I have a QOS question. Im trying to QOS return packets with random port numbers.

I'm doing basic outgoing dynamic NAT overloading to an outside address. (DSL)

I'm also doing some static NAT to redirect connections to from the outside address to my web server.

I have a QOS policy on the outgoing DSL interface to classify the packets into one of three queues. (high, medium, low speed with different shaping / priorities on each. The QOS packet matching is handled by mostly by nbar

One of the main packets I prioritize is RDP (MS Remote Desktop).

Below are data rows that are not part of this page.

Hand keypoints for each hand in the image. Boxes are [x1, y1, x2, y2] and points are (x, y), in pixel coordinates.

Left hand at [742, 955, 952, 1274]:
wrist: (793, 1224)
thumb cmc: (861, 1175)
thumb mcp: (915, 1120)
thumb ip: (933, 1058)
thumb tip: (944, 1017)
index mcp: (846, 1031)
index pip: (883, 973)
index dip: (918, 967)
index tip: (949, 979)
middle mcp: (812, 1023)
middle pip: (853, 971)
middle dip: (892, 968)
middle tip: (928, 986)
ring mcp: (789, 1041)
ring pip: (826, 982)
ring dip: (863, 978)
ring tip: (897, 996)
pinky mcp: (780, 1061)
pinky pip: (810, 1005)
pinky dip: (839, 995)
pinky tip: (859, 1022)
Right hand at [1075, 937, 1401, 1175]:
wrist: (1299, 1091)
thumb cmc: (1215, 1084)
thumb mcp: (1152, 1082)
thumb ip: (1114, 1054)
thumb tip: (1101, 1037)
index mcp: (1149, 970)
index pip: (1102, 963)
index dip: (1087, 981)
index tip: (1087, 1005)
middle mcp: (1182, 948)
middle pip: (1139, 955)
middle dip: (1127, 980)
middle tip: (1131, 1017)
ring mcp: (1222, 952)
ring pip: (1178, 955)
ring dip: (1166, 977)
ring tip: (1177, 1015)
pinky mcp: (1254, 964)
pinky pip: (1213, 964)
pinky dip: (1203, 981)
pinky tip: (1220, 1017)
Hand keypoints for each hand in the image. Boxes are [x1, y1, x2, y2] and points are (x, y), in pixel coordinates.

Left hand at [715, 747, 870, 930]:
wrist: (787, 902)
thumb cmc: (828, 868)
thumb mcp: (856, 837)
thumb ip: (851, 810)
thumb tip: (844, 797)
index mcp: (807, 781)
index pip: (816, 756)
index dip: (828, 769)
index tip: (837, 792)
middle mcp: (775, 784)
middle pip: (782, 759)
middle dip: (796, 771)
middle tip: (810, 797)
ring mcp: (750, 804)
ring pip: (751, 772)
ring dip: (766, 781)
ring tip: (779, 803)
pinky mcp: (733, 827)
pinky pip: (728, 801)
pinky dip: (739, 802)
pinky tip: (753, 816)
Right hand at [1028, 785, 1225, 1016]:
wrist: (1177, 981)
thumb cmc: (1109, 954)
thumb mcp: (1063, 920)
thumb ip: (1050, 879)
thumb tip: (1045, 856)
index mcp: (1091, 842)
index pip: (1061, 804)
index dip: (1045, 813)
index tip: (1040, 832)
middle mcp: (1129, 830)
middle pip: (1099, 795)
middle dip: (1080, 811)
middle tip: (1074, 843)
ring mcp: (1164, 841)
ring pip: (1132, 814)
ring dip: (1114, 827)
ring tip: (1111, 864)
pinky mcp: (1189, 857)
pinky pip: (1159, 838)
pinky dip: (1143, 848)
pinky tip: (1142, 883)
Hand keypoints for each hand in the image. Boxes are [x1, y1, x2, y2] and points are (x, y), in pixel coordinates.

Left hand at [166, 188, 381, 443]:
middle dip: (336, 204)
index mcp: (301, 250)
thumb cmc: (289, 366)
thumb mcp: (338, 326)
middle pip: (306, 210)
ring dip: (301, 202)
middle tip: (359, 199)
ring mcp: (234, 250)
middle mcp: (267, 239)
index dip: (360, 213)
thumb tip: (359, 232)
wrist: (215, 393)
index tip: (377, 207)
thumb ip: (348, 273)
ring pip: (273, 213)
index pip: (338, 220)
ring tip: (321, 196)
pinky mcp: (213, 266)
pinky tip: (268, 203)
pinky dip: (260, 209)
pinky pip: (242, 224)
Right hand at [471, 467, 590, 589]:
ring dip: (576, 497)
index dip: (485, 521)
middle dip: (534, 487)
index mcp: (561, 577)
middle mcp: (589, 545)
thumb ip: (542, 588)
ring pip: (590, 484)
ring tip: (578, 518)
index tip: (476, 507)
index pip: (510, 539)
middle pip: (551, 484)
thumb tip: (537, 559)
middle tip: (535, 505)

I use the custom NBAR line "ip nbar custom remote_desktop dest tcp 3389"

This works great.. every time I make an RDP connection from my local lan to somewhere on the internet the packets get correctly classified and all is good.

The problem begins when I RDP INTO my network from the internet.

The return packets are not being QOS'd

Here's the packet flow

* The packet with TCP 3389 dest hits my router from the internet dialer interface.

* The router does not care about QOS in any way at this point as I only have outgoing QOS enabled.

* The packet is natted to the internal server

* The server turns around and replies to the packet.... but... as with most TCP sessions, the reply uses random port numbers to respond.

* The reply packet reaches the router and the router places it into the default QOS group as the port does not match 3389

So does anyone have any idea how I can QOS the return packets?

Here's a config snippit (using an 1800)

!

ip nbar custom remote_desktop dest tcp 3389

!

class-map match-any qos-high

match protocol citrix

match protocol ssh

match protocol dns

match protocol telnet

match protocol snmp

match protocol dhcp

match protocol remote_desktop

class-map match-any qos-low

match protocol smtp

match protocol ftp

match protocol exchange

match protocol printer

match protocol nntp

match protocol secure-ftp

match protocol rcmd

class-map match-any qos-limit

match access-group qos-limit

!

policy-map qos-policy-internet

class qos-low

(do lots of things in here)

class qos-high

(do lots of things in here)

class qos-limit

(do lots of things in here)

class class-default

!

interface VLAN1

description Local LAN

ip address 192.168.0.254 255.255.255.0

ip nat inside

!

interface Dialer1

description Internet Connection

ip nat outside

ip inspect insp-fw-in in

ip inspect insp-fw-out out

service-policy output qos-policy-internet

!

ip nat inside source route-map NAT-MAP interface Dialer1 overload

ip nat inside source static tcp 192.168.0.123 3389 interface Dialer1 3389

!

ip access-list extended nat-outbound

remark NAT ACL

remark Permitted addresses to NAT

permit ip 192.168.0.0 0.0.0.255 any

remark External IP Address does not need natting (dont log its attempts)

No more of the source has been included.